At first, it may seem having lecture topics unrelated to tutorial themes being covered in the same week is an efficient way of gaining a “broad overview”. But once the keen fresher goggles come off and lofty goals of “learning for the sake of learning” are forgotten amidst the onslaught of essays and accompanying crises, the thought of attending a lecture you’ll probably never write an essay on becomes less and less appealing. Soon enough your life becomes a series of daily struggles, constant internal battles and groggy calculations of the opportunity cost of wasting 3600 precious seconds that could be dedicated to an essay due in two hours.

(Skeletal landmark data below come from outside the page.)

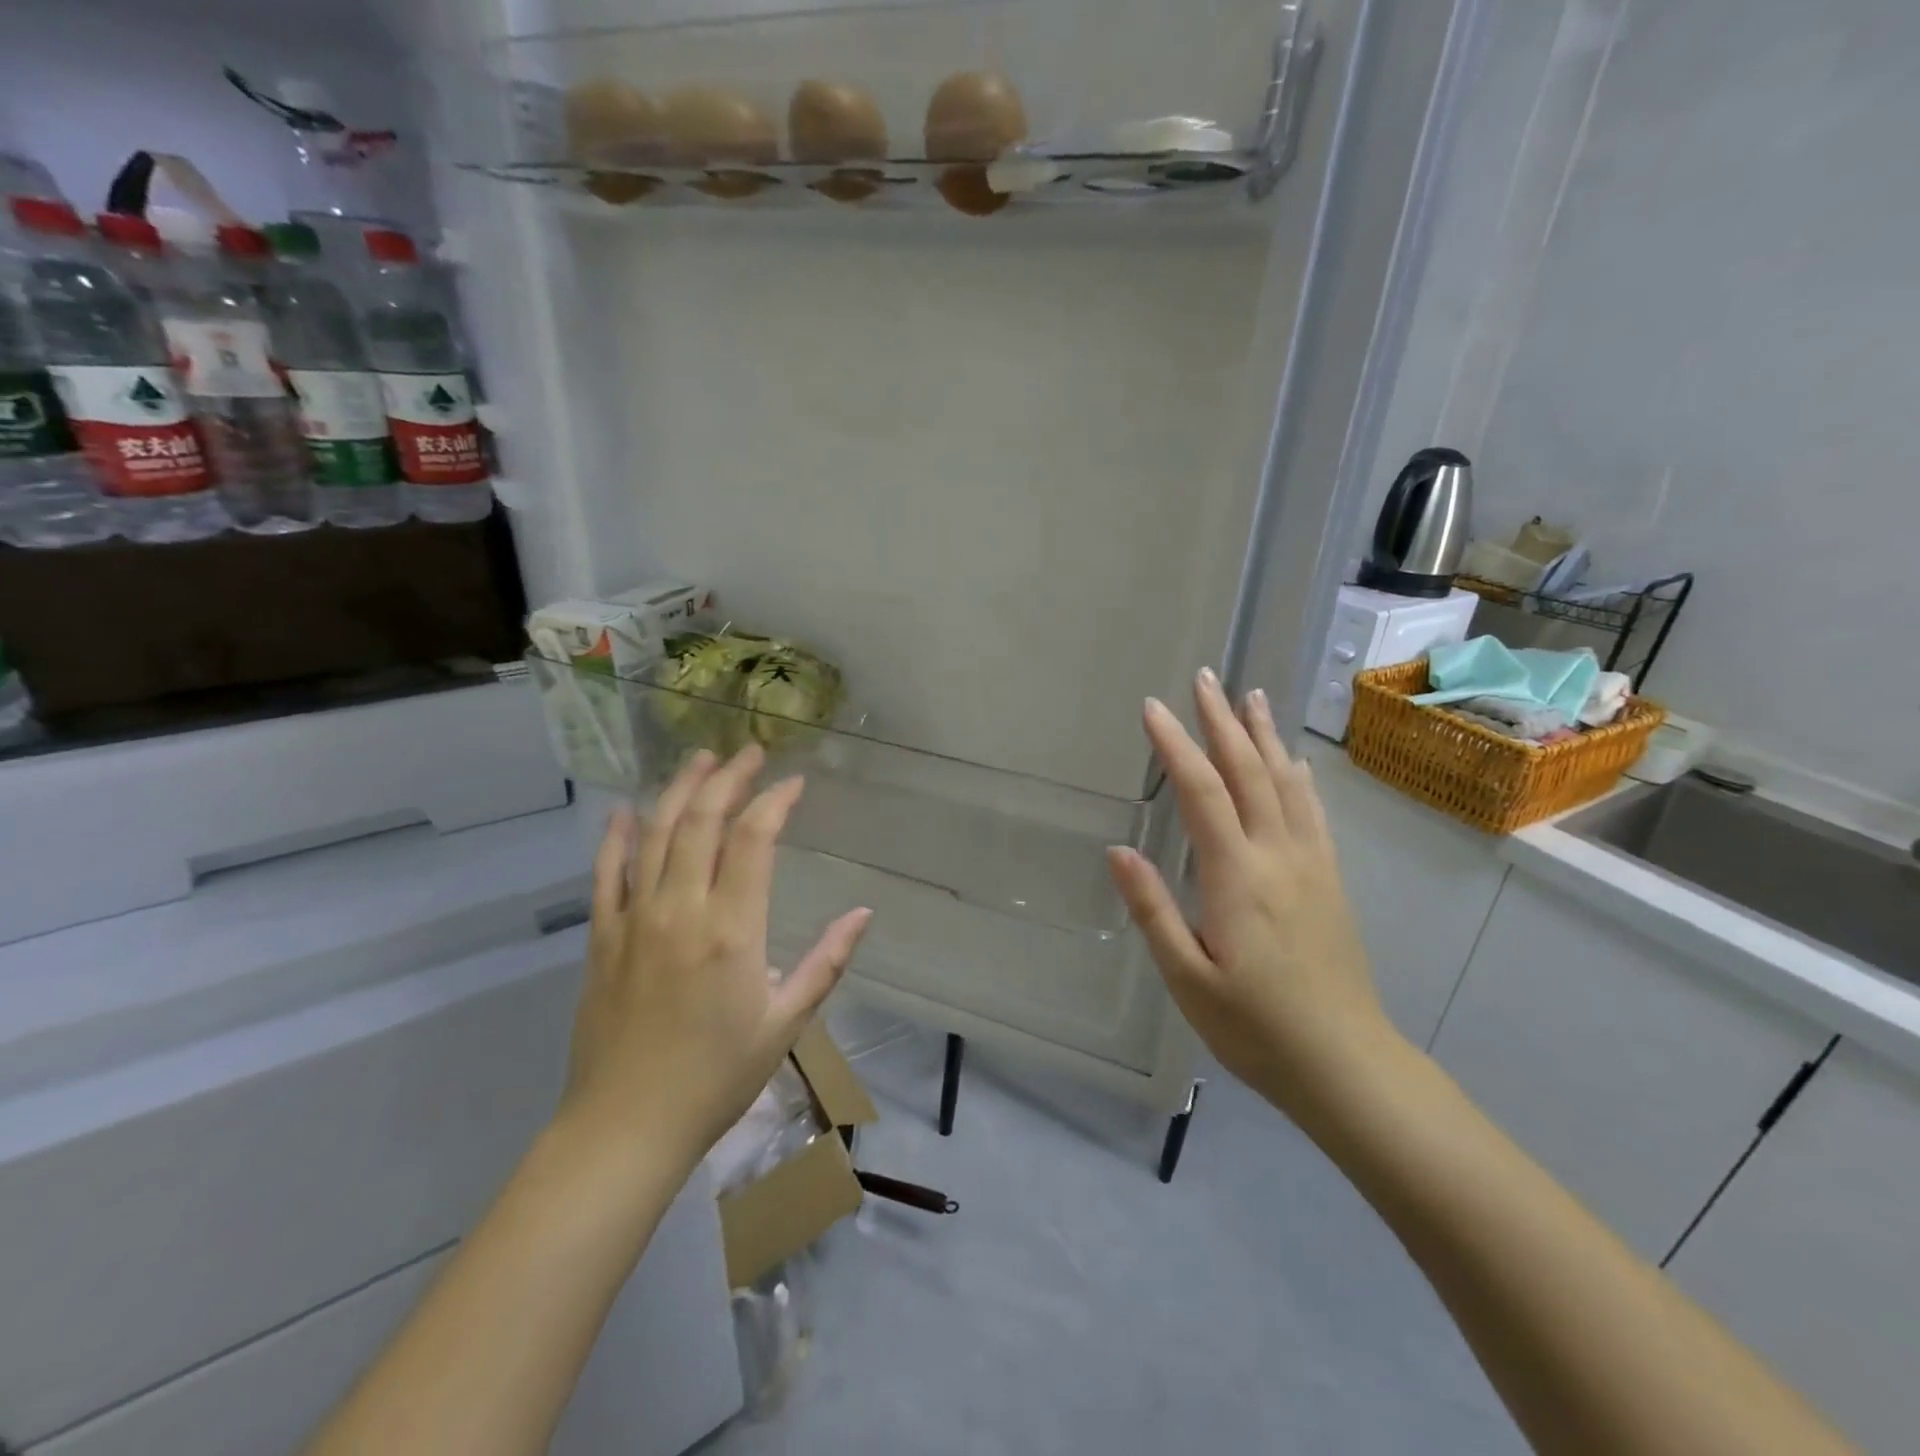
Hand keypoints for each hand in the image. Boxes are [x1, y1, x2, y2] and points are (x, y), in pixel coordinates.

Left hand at [560, 746, 872, 1170]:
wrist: (626, 1127)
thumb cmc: (717, 1077)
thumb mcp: (786, 1023)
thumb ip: (827, 962)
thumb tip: (863, 913)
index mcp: (732, 930)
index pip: (754, 839)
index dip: (775, 801)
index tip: (793, 783)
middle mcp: (681, 910)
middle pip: (702, 821)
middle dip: (728, 778)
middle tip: (748, 753)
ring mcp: (634, 919)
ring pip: (654, 834)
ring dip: (679, 791)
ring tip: (700, 760)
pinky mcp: (602, 938)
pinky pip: (606, 873)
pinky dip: (616, 836)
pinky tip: (626, 810)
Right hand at [1106, 670, 1397, 1123]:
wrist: (1347, 1064)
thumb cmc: (1255, 1027)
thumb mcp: (1188, 978)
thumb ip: (1153, 910)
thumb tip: (1118, 850)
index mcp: (1237, 876)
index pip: (1202, 792)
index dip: (1176, 745)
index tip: (1153, 707)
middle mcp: (1278, 856)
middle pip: (1249, 772)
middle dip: (1222, 721)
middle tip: (1205, 677)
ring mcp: (1311, 865)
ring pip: (1286, 783)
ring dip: (1264, 736)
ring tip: (1251, 697)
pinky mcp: (1330, 881)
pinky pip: (1313, 813)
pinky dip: (1299, 777)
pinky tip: (1294, 762)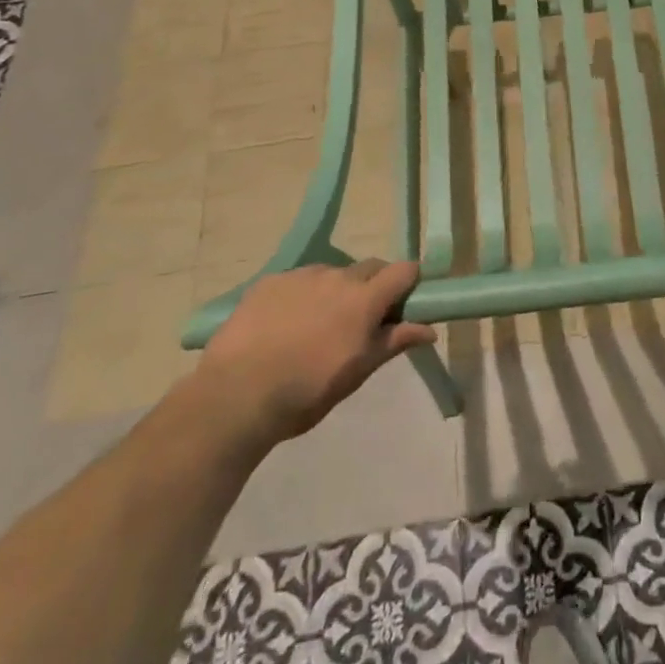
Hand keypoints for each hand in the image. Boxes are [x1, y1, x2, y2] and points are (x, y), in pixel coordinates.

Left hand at [179, 260, 436, 460]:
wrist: (235, 396)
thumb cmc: (306, 392)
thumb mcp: (356, 373)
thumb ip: (393, 342)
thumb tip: (429, 329)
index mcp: (364, 299)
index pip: (404, 270)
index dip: (408, 283)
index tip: (402, 305)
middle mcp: (337, 276)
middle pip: (370, 267)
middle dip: (374, 286)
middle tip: (362, 321)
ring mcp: (301, 275)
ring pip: (332, 273)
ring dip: (336, 291)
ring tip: (316, 326)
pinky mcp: (269, 281)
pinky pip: (298, 281)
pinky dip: (302, 296)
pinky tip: (284, 326)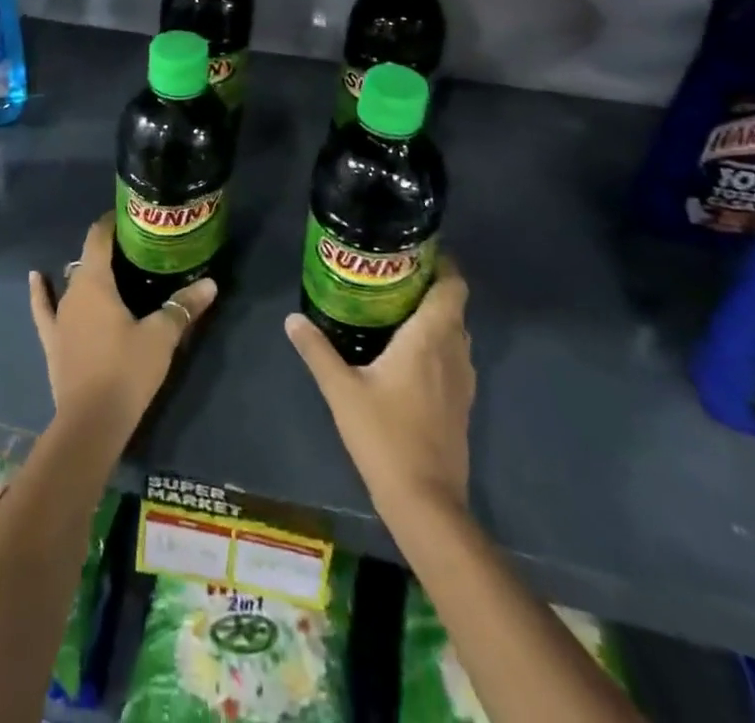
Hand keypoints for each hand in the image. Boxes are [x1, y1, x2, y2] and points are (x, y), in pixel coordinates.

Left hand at [29, 214, 217, 450]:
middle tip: (136, 248)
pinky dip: (40, 291)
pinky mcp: (52, 340)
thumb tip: (211, 283)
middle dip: (109, 250)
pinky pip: (44, 307)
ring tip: (110, 267)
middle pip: (88, 258)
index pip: (99, 237)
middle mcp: (72, 291)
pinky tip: (36, 277)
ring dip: (88, 272)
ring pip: (73, 282)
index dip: (112, 222)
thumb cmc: (127, 370)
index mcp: (95, 281)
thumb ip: (184, 306)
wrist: (91, 422)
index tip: (130, 216)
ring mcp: (59, 317)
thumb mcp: (161, 337)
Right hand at [285, 258, 474, 519]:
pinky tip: (405, 355)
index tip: (415, 252)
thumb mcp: (341, 389)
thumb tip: (292, 318)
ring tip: (395, 309)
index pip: (454, 286)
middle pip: (453, 306)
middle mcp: (454, 351)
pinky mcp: (462, 404)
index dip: (443, 264)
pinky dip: (436, 345)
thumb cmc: (385, 436)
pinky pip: (453, 357)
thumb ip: (317, 350)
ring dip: (433, 317)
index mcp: (430, 337)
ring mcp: (463, 380)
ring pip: (454, 333)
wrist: (426, 502)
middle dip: (428, 286)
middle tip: (391, 276)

And then there’s the guilt: whichever path you choose, you can’t escape this. Did you go the lecture? Hooray! Now you can bin the notes you halfheartedly scrawled a year later without ever having looked at them. Did you skip it? Congratulations, not only are you wasting your money, but your noble intentions of “working” probably ended in an (un)satisfying nap and you can now be doubly haunted by an essay crisis and a guilty conscience to boot. Lucky you.
But, really, what’s wrong with broadening your academic horizons, you ask? There wouldn’t be any harm in attending an unrelated lecture or two if it was actually useful. Even someone as lazy as myself occasionally jumps at the chance for actual contact hours. Instead, what you often get is an unhelpfully vague and general conglomeration of random information which makes very little sense to the uninformed audience.